> _YOUR ASSIGNMENT_: In full and without alteration, write out the data below.

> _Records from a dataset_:
- Opening Delimiter -
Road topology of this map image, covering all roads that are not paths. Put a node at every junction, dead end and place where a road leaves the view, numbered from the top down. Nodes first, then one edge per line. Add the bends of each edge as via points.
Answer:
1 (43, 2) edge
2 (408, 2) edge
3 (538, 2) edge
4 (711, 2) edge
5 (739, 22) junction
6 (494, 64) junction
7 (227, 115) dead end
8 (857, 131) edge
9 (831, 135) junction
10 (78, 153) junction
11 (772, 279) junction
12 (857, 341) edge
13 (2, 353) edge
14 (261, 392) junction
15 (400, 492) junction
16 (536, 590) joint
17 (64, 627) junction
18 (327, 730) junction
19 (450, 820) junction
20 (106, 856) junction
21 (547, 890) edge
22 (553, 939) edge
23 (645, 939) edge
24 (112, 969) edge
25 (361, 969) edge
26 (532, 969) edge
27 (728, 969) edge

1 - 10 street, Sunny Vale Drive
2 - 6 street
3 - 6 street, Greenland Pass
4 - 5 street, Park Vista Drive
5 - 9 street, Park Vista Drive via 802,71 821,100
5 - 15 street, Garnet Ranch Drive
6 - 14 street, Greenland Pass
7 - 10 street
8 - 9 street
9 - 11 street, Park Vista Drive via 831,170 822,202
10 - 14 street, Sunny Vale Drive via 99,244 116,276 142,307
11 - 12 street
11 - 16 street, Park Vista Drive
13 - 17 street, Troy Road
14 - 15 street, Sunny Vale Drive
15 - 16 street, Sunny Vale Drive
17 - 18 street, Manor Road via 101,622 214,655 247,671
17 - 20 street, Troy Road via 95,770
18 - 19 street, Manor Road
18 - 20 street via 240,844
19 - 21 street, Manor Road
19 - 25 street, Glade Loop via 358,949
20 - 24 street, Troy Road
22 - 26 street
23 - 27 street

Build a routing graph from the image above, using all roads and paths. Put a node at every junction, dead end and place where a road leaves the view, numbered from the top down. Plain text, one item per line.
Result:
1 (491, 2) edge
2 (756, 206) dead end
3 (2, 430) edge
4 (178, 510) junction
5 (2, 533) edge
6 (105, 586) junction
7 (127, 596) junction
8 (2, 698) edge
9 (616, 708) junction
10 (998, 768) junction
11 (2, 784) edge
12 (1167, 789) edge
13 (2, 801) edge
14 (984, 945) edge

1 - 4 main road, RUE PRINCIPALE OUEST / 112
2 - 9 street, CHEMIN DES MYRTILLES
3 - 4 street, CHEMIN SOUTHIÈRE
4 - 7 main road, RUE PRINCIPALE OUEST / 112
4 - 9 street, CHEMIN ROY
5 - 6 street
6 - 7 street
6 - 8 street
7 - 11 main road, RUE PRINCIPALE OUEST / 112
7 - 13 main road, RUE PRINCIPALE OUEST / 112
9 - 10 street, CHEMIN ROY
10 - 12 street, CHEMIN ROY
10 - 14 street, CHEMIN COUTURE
- Closing Delimiter -
> _ANSWER BOX_:
Road topology of this map image, covering all roads that are not paths. Put a node at every junction, dead end and place where a road leaves the view, numbered from the top down. Nodes first, then one edge per line. Add the bends of each edge as via points.
Answer:
1 (43, 2) edge
2 (408, 2) edge
3 (538, 2) edge
4 (711, 2) edge
5 (739, 22) junction
6 (494, 64) junction
7 (227, 115) dead end
8 (857, 131) edge
9 (831, 135) junction
10 (78, 153) junction
11 (772, 279) junction
12 (857, 341) edge
13 (2, 353) edge
14 (261, 392) junction
15 (400, 492) junction
16 (536, 590) joint
17 (64, 627) junction
18 (327, 730) junction
19 (450, 820) junction
20 (106, 856) junction
21 (547, 890) edge
22 (553, 939) edge
23 (645, 939) edge
24 (112, 969) edge
25 (361, 969) edge
26 (532, 969) edge
27 (728, 969) edge

1 - 10 street, Sunny Vale Drive
2 - 6 street
3 - 6 street, Greenland Pass
4 - 5 street, Park Vista Drive
5 - 9 street, Park Vista Drive via 802,71 821,100
5 - 15 street, Garnet Ranch Drive
6 - 14 street, Greenland Pass
7 - 10 street
8 - 9 street
9 - 11 street, Park Vista Drive via 831,170 822,202
10 - 14 street, Sunny Vale Drive via 99,244 116,276 142,307
11 - 12 street
11 - 16 street, Park Vista Drive
13 - 17 street, Troy Road
14 - 15 street, Sunny Vale Drive
15 - 16 street, Sunny Vale Drive
17 - 18 street, Manor Road via 101,622 214,655 247,671
17 - 20 street, Troy Road via 95,770
18 - 19 street, Manor Road
18 - 20 street via 240,844
19 - 21 street, Manor Road
19 - 25 street, Glade Loop via 358,949
20 - 24 street, Troy Road
22 - 26 street
23 - 27 street

Build a routing graph from the image above, using all roads and paths. Put a node at every junction, dead end and place where a road leaves the view, numbered from the top down. Plain text, one item per line.
Result:
1 (491, 2) edge
2 (756, 206) dead end
3 (2, 430) edge
4 (178, 510) junction
5 (2, 533) edge
6 (105, 586) junction
7 (127, 596) junction
8 (2, 698) edge
9 (616, 708) junction
10 (998, 768) junction
11 (2, 784) edge
12 (1167, 789) edge
13 (2, 801) edge
14 (984, 945) edge

1 - 4 main road, RUE PRINCIPALE OUEST / 112
2 - 9 street, CHEMIN DES MYRTILLES
3 - 4 street, CHEMIN SOUTHIÈRE
4 - 7 main road, RUE PRINCIPALE OUEST / 112
4 - 9 street, CHEMIN ROY
5 - 6 street
6 - 7 street
6 - 8 street
7 - 11 main road, RUE PRINCIPALE OUEST / 112
7 - 13 main road, RUE PRINCIPALE OUEST / 112
9 - 10 street, CHEMIN ROY
10 - 12 street, CHEMIN ROY
10 - 14 street, CHEMIN COUTURE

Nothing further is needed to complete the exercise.